■ **What is being asked**:
The records below are to be written out again, exactly as they appear.

◇ ◇ ◇ ◇ ◇

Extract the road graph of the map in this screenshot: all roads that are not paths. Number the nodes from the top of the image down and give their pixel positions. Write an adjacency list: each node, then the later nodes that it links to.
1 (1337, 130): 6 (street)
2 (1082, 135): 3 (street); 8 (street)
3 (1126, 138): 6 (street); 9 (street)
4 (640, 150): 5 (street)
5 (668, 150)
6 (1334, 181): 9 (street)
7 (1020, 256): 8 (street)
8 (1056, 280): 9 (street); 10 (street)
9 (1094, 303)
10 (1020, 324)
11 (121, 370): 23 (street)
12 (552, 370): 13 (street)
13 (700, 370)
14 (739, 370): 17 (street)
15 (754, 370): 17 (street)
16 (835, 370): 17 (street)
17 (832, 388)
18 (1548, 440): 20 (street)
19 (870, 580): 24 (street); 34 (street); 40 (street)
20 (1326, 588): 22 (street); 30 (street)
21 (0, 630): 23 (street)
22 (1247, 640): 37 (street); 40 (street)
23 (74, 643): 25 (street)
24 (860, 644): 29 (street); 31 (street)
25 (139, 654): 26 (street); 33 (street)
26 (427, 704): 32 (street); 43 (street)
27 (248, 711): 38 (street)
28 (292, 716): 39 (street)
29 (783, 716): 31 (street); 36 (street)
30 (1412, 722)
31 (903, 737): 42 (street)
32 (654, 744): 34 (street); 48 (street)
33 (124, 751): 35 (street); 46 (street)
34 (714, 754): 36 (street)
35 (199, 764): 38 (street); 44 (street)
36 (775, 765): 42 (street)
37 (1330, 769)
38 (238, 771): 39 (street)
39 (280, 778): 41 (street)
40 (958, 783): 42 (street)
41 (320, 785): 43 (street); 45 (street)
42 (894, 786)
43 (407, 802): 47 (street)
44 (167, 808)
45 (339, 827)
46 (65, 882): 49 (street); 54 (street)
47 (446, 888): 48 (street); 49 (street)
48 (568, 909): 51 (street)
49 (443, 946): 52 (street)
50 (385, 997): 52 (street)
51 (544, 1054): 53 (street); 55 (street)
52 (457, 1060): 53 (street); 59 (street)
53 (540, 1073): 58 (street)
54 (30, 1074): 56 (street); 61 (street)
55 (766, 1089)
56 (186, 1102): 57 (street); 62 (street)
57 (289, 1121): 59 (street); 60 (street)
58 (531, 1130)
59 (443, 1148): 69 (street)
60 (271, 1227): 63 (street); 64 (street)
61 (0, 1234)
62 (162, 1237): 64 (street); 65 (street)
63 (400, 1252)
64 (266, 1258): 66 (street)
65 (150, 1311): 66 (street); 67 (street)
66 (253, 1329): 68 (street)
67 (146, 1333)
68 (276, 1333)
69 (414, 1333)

◇ ◇ ◇ ◇ ◇

■ **Solution to the problem**:
Extract the road graph of the map in this screenshot: all roads that are not paths. Number the nodes from the top of the image down and give their pixel positions. Write an adjacency list: each node, then the later nodes that it links to.
1 (1337, 130): 6 (street)
2 (1082, 135): 3 (street); 8 (street)
3 (1126, 138): 6 (street); 9 (street)
4 (640, 150): 5 (street)
5 (668, 150)
6 (1334, 181): 9 (street)
7 (1020, 256): 8 (street)
8 (1056, 280): 9 (street); 10 (street)
9 (1094, 303)
10 (1020, 324)
11 (121, 370): 23 (street)
12 (552, 370): 13 (street)
13 (700, 370)
14 (739, 370): 17 (street)
15 (754, 370): 17 (street)
16 (835, 370): 17 (street)
17 (832, 388)
18 (1548, 440): 20 (street)
19 (870, 580): 24 (street); 34 (street); 40 (street)
20 (1326, 588): 22 (street); 30 (street)
21 (0, 630): 23 (street)
22 (1247, 640): 37 (street); 40 (street)
23 (74, 643): 25 (street)
24 (860, 644): 29 (street); 31 (street)
25 (139, 654): 26 (street); 33 (street)
26 (427, 704): 32 (street); 43 (street)
27 (248, 711): 38 (street)
28 (292, 716): 39 (street)
29 (783, 716): 31 (street); 36 (street)
30 (1412, 722)
31 (903, 737): 42 (street)
32 (654, 744): 34 (street); 48 (street)
33 (124, 751): 35 (street); 46 (street)
34 (714, 754): 36 (street)
35 (199, 764): 38 (street); 44 (street)
36 (775, 765): 42 (street)
37 (1330, 769)
38 (238, 771): 39 (street)
39 (280, 778): 41 (street)
40 (958, 783): 42 (street)
41 (320, 785): 43 (street); 45 (street)
42 (894, 786)
43 (407, 802): 47 (street)
44 (167, 808)
45 (339, 827)
46 (65, 882): 49 (street); 54 (street)
47 (446, 888): 48 (street); 49 (street)
48 (568, 909): 51 (street)
49 (443, 946): 52 (street)
50 (385, 997): 52 (street)
51 (544, 1054): 53 (street); 55 (street)
52 (457, 1060): 53 (street); 59 (street)
53 (540, 1073): 58 (street)
54 (30, 1074): 56 (street); 61 (street)
55 (766, 1089)
56 (186, 1102): 57 (street); 62 (street)
57 (289, 1121): 59 (street); 60 (street)
58 (531, 1130)
59 (443, 1148): 69 (street)
60 (271, 1227): 63 (street); 64 (street)
61 (0, 1234)
62 (162, 1237): 64 (street); 65 (street)
63 (400, 1252)
64 (266, 1258): 66 (street)
65 (150, 1311): 66 (street); 67 (street)
66 (253, 1329): 68 (street)
67 (146, 1333)
68 (276, 1333)
69 (414, 1333)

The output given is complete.